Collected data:
——
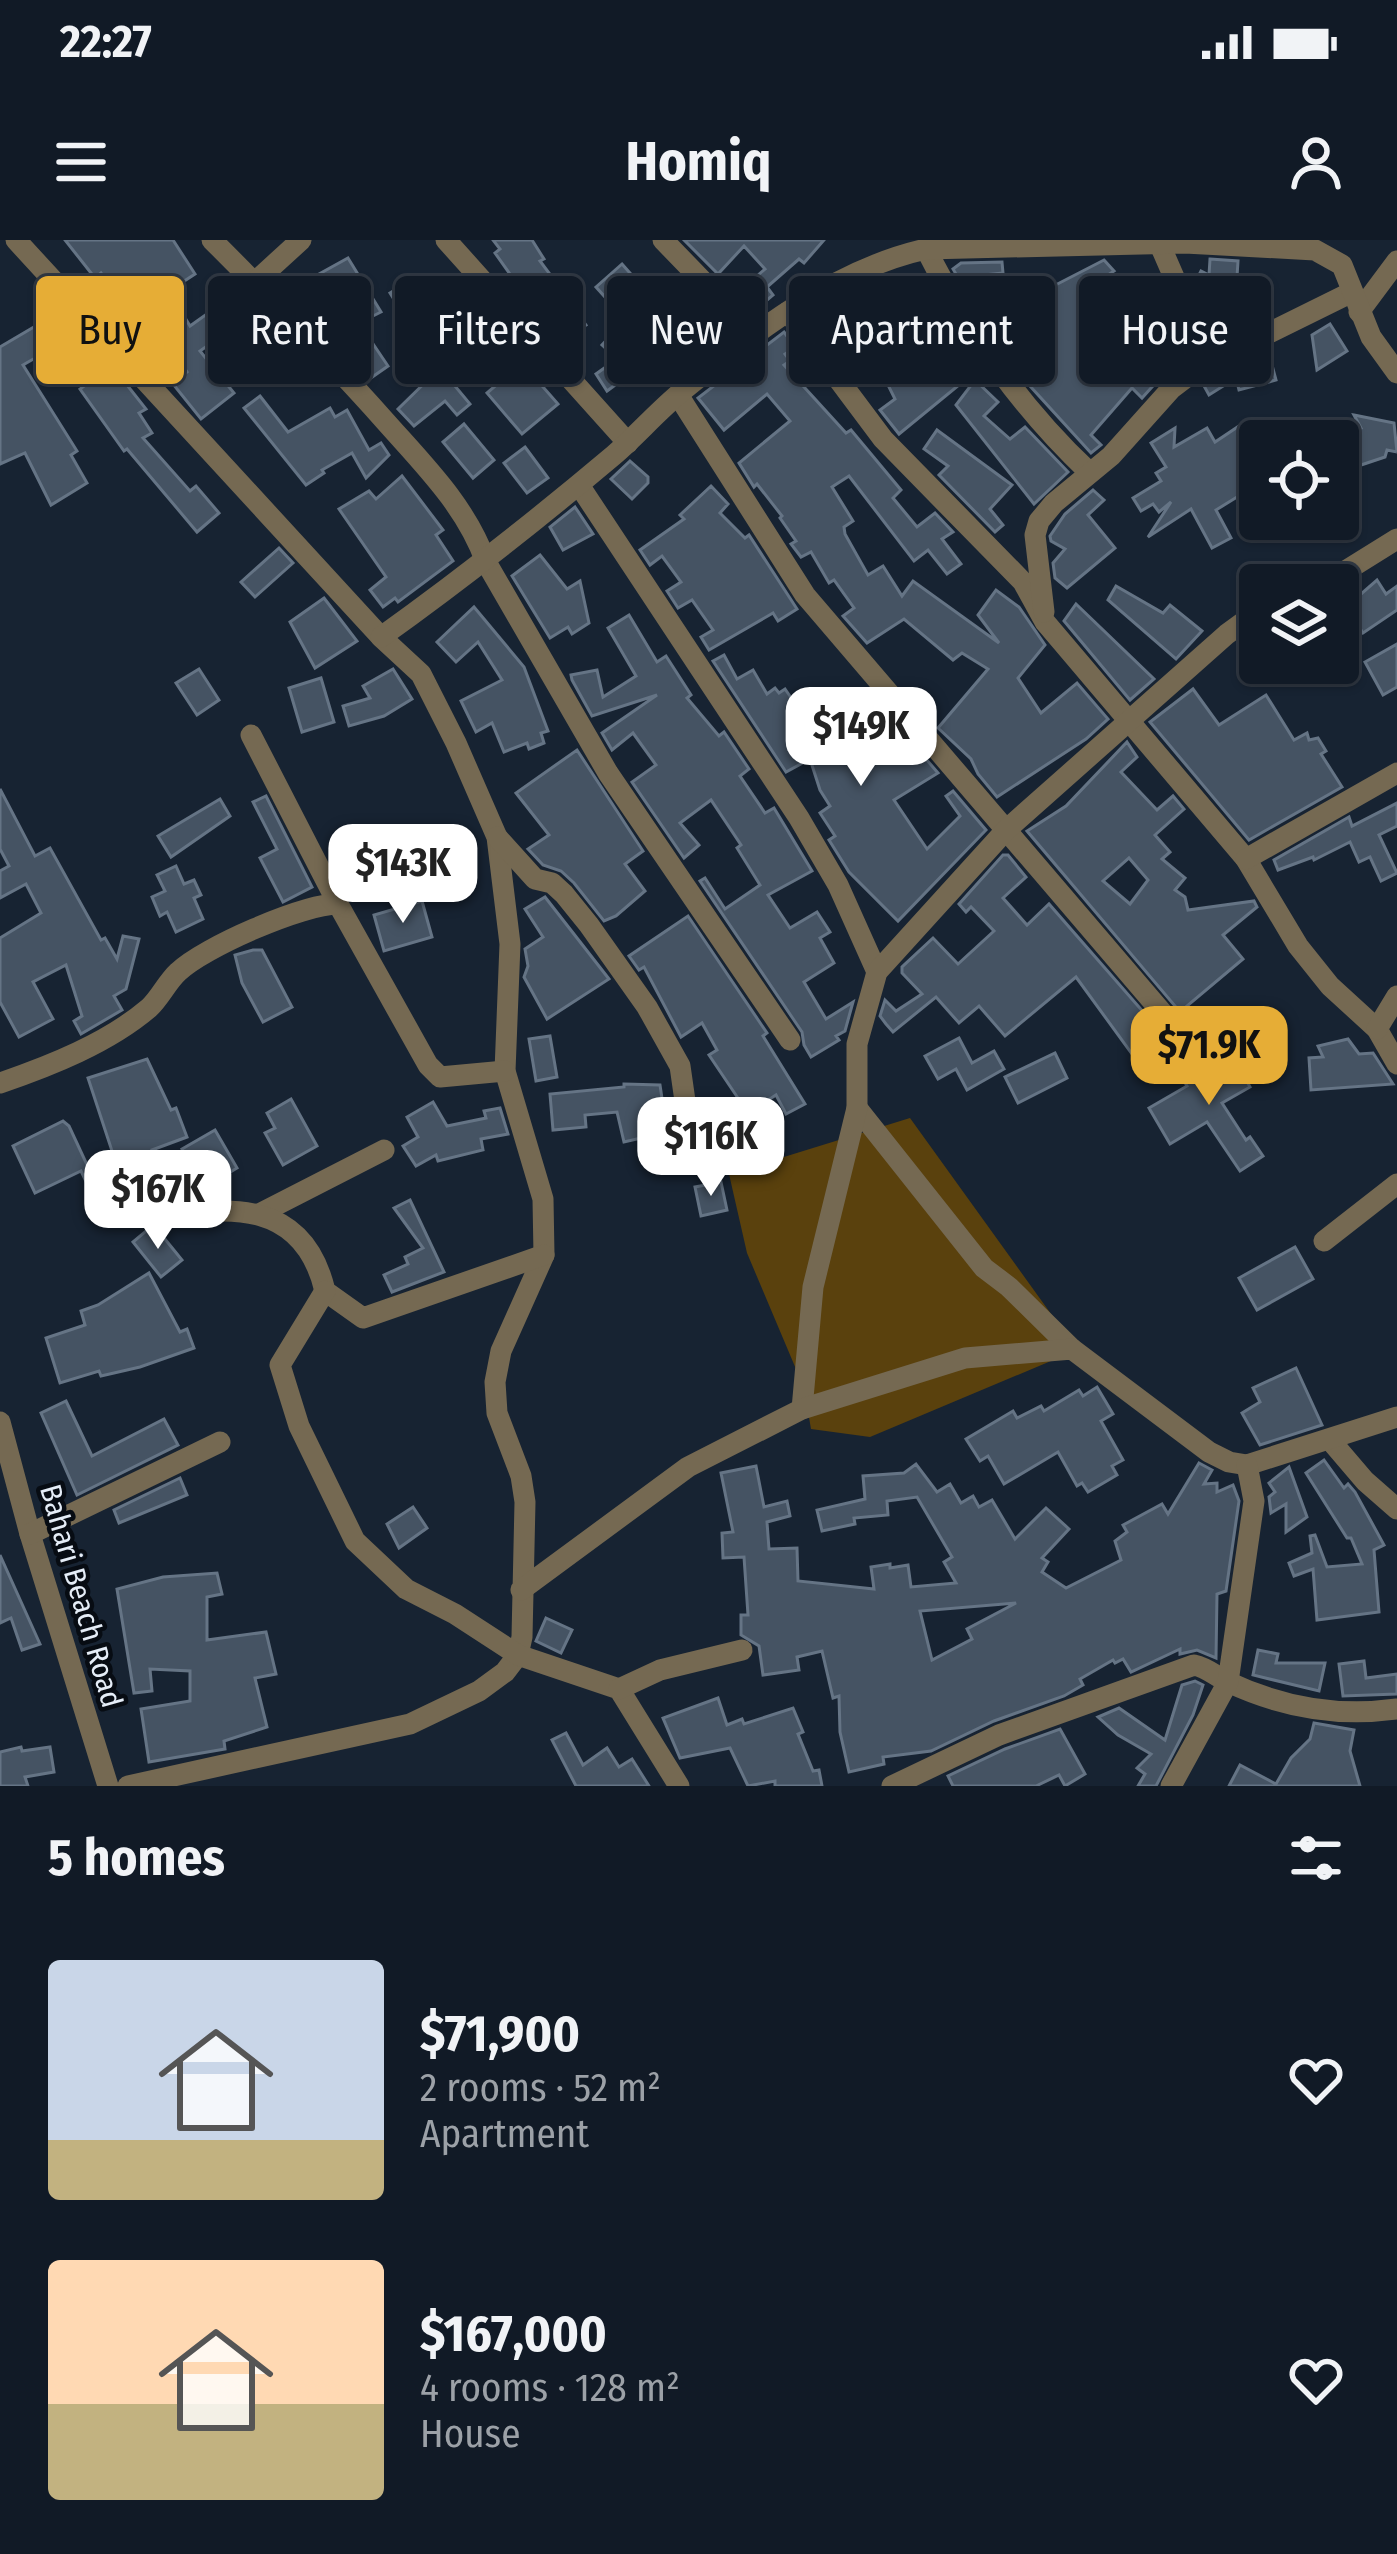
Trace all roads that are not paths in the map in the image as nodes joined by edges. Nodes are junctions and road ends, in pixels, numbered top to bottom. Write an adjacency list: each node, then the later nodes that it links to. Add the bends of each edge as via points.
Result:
1 (16, 240): 32 (street)
2 (212, 240): 11 (street)
3 (301, 240): 12 (street)
4 (446, 240): 24 (street)
5 (663, 240): 13 (street)
6 (967, 244): 7 (street); 9 (street)
7 (1160, 244): 14 (street); 15 (street, via 1315,250 1342,265)
8 (897, 248): 9 (street); 16 (street)
9 (926, 249): 25 (street, via 994,365)
10 (1397, 261): 15 (street)
11 (248, 276)
12 (261, 276)
13 (698, 276)
14 (1174, 276)
15 (1355, 302): 18 (street); 19 (street)
16 (788, 312): 17 (street); 30 (street, via 883,439 1023,582)
17 (765, 328)
18 (1271, 337)
19 (1397, 373)
20 (353, 384): 28 (street, via 446,488)
21 (691, 384): 23 (street)
22 (1178, 384): 25 (street)
23 (678, 394): 24 (street); 36 (street, via 805,595)
24 (628, 443): 26 (street)
25 (1089, 472): 30 (street, via 1039,521)
26 (579, 484): 28 (street); 40 (street, via 799,818)
27 (1397, 539): 29 (street)
28 (486, 562): 32 (street); 44 (street, via 608,773)
29 (1357, 564)
30 (1046, 622): 33 (street)
31 (1239, 625): 33 (street)
32 (381, 637): 37 (street, via 421,674)
33 (1130, 723): 36 (street); 38 (street)
34 (251, 735): 39 (street)
35 (1397, 772): 38 (street)
36 (1006, 830): 40 (street); 42 (street)
37 (496, 837): 46 (street, via 510,944); 48 (street, via 590,925 680,1066)
38 (1246, 859): 43 (street, via 1312,966)
39 (338, 904): 46 (street, via 440,1077); 47 (street, via 223,941 117,1028)
40 (878, 972): 49 (street, via 856,1045)
41 (1397, 996): 43 (street)
42 (1166, 1017)
43 (1377, 1029): 45 (street)
44 (790, 1040)
45 (1397, 1064)
46 (505, 1071): 55 (street, via 543,1199)
47 (0, 1082)
48 (685, 1101)
49 (857, 1108): 57 (street, via 984,1268); 58 (street, via 813,1287)
50 (385, 1150): 52 (street)
51 (1397, 1184): 54 (street)
52 (261, 1213): 53 (street, via 203,1209); 56 (street, via 318,1262)
53 (155, 1219)
54 (1324, 1241)
55 (544, 1255): 56 (street, via 363,1318); 66 (street, via 494,1382 526,1502)
56 (325, 1291): 68 (street, via 280,1365 299,1426 355,1541 406,1589)
57 (1072, 1349): 58 (street, via 965,1358); 63 (street, via 1209,1452)
58 (802, 1409): 66 (street, via 688,1467)
59 (1397, 1417): 61 (street)
60 (0, 1422): 65 (street, Bahari Beach Road)
61 (1330, 1440): 63 (street); 64 (street)
62 (220, 1442): 65 (street)
63 (1247, 1465): 69 (street, via 1254,1501)
64 (1397, 1509)
65 (30, 1534): 72 (street, Bahari Beach Road)
66 (521, 1590): 68 (street)
67 (742, 1649): 70 (street)
68 (518, 1655): 70 (street); 73 (street, via 479,1691 410,1724)
69 (1228, 1682): 71 (street, via 1336,1713); 75 (street, via 1194,1665 999,1736); 76 (street)
70 (619, 1689): 74 (street)
71 (1397, 1708)
72 (108, 1786)
73 (128, 1786)
74 (679, 1786)
75 (892, 1786)
76 (1171, 1786)

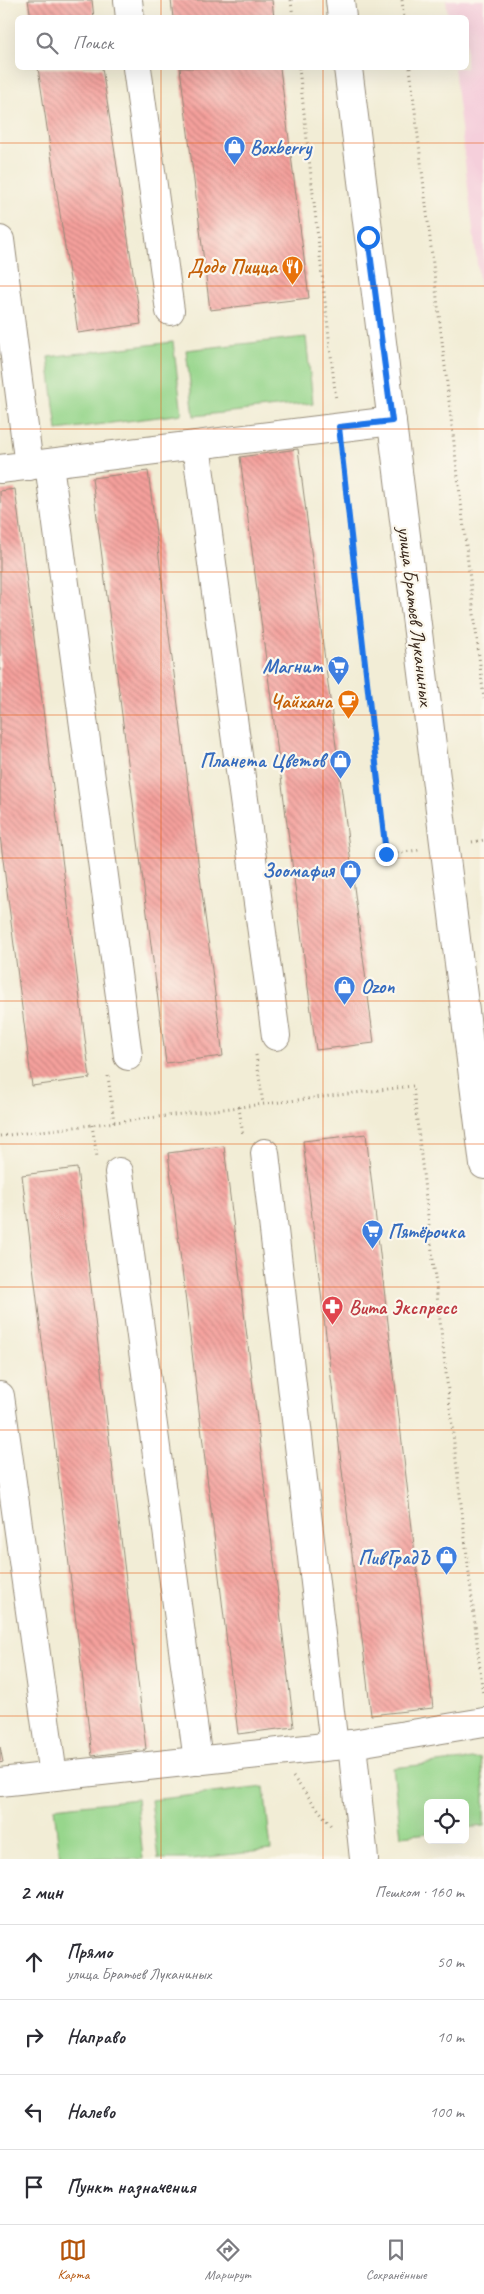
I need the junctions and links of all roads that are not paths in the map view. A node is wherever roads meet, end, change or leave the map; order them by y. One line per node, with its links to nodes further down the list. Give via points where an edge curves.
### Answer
1 (128, 0): 3 (street)
2 (340, 0): 4 (street)
3 (130, 15)
4 (342, 15)
5 (137, 70): 8 (street)
6 (348, 70): 9 (street, улица Братьев Луканиных)
7 (0, 240): 11 (street)
8 (170, 311)
9 (392, 421): 10 (street); 16 (street, улица Братьев Луканиных)
10 (196, 445): 11 (street); 13 (street)
11 (39, 465): 12 (street); 14 (street)
12 (0, 469)
13 (276, 1036)
14 (128, 1056)
15 (265, 1153): 20 (street)
16 (484, 1165)
17 (119, 1172): 21 (street)
18 (0, 1396): 22 (street)
19 (484, 1722): 20 (street)
20 (343, 1745): 21 (street); 24 (street)
21 (198, 1761): 22 (street)
22 (53, 1776): 23 (street)
23 (0, 1782)
24 (364, 1859)

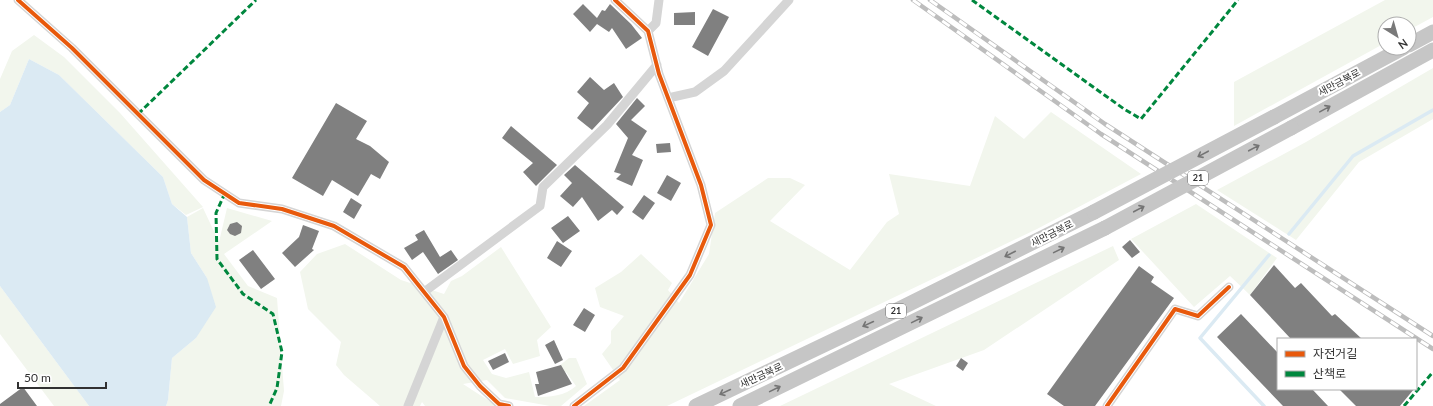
——
— WORK INSTRUCTIONS —
Pictures are not part of the copy; transcribe the rest of the data verbatim.

— EXPECTED ANSWER —
Trace all roads that are not paths in the map in the image as nodes joined by edges. Nodes are junctions and road ends, in pixels, numbered top to bottom. Write an adjacency list: each node, then the later nodes that it links to. Add the bends of each edge as via points.
Result:
1 (16, 240): 32 (street)
2 (212, 240): 11 (street)
3 (301, 240): 12 (street)
4 (446, 240): 24 (street)
5 (663, 240): 13 (street)
6 (967, 244): 7 (street); 9 (street)
7 (1160, 244): 14 (street); 15 (street, via 1315,250 1342,265)
8 (897, 248): 9 (street); 16 (street)
9 (926, 249): 25 (street, via 994,365)
10 (1397, 261): 15 (street)
11 (248, 276)
12 (261, 276)
13 (698, 276)
14 (1174, 276)
15 (1355, 302): 18 (street); 19 (street)
16 (788, 312): 17 (street); 30 (street, via 883,439 1023,582)
17 (765, 328)
18 (1271, 337)
19 (1397, 373)
20 (353, 384): 28 (street, via 446,488)
21 (691, 384): 23 (street)
22 (1178, 384): 25 (street)
23 (678, 394): 24 (street); 36 (street, via 805,595)
24 (628, 443): 26 (street)
25 (1089, 472): 30 (street, via 1039,521)
26 (579, 484): 28 (street); 40 (street, via 799,818)
27 (1397, 539): 29 (street)
28 (486, 562): 32 (street); 44 (street, via 608,773)
29 (1357, 564)
30 (1046, 622): 33 (street)
31 (1239, 625): 33 (street)
32 (381, 637): 37 (street, via 421,674)
33 (1130, 723): 36 (street); 38 (street)
34 (251, 735): 39 (street)
35 (1397, 772): 38 (street)
36 (1006, 830): 40 (street); 42 (street)
37 (496, 837): 46 (street, via 510,944); 48 (street, via 590,925 680,1066)
38 (1246, 859): 43 (street, via 1312,966)
39 (338, 904): 46 (street, via 440,1077); 47 (street, via 223,941 117,1028)
40 (878, 972): 49 (street, via 856,1045)
41 (1397, 996): 43 (street)
42 (1166, 1017)
43 (1377, 1029): 45 (street)
44 (790, 1040)
45 (1397, 1064)
46 (505, 1071): 55 (street, via 543,1199)
47 (0, 1082)
48 (685, 1101)
49 (857, 1108): 57 (street, via 984,1268); 58 (street, via 813,1287)
50 (385, 1150): 52 (street)
51 (1397, 1184): 54 (street)
52 (261, 1213): 53 (street, via 203,1209); 56 (street, via 318,1262)
53 (155, 1219)
54 (1324, 1241)
55 (544, 1255): 56 (street, via 363,1318); 66 (street, via 494,1382 526,1502)
56 (325, 1291): 68 (street, via 280,1365 299,1426 355,1541 406,1589)
57 (1072, 1349): 58 (street, via 965,1358); 63 (street, via 1209,1452)
58 (802, 1409): 66 (street, via 688,1467)
59 (1397, 1417): 61 (street)
60 (0, 1422): 65 (street, Bahari Beach Road)
61 (1330, 1440): 63 (street); 64 (street)
62 (220, 1442): 65 (street)
63 (1247, 1465): 69 (street, via 1254,1501)
64 (1397, 1509)
65 (30, 1534): 72 (street, Bahari Beach Road)
66 (521, 1590): 68 (street)
67 (742, 1649): 70 (street)
68 (518, 1655): 70 (street); 73 (street, via 479,1691 410,1724)
69 (1228, 1682): 71 (street, via 1336,1713); 75 (street, via 1194,1665 999,1736); 76 (street)
70 (619, 1689): 74 (street)
71 (1397, 1708)
72 (108, 1786)
73 (128, 1786)
74 (679, 1786)
75 (892, 1786)
76 (1171, 1786)

I need the junctions and links of all roads that are not paths in the map view. A node is wherever roads meet, end, change or leave the map; order them by y. One line per node, with its links to nodes further down the list. Give via points where an edge curves.
### Answer
1 (128, 0): 3 (street)
2 (340, 0): 4 (street)
3 (130, 15)
4 (342, 15)
5 (137, 70): 8 (street)
6 (348, 70): 9 (street, улица Братьев Луканиных)
7 (0, 240): 11 (street)
8 (170, 311)
9 (392, 421): 10 (street); 16 (street, улица Братьев Луканиных)
10 (196, 445): 11 (street); 13 (street)
11 (39, 465): 12 (street); 14 (street)
12 (0, 469)
13 (276, 1036)
14 (128, 1056)
15 (265, 1153): 20 (street)
16 (484, 1165)
17 (119, 1172): 21 (street)
18 (0, 1396): 22 (street)
19 (484, 1722): 20 (street)
20 (343, 1745): 21 (street); 24 (street)
21 (198, 1761): 22 (street)
22 (53, 1776): 23 (street)
23 (0, 1782)
24 (364, 1859)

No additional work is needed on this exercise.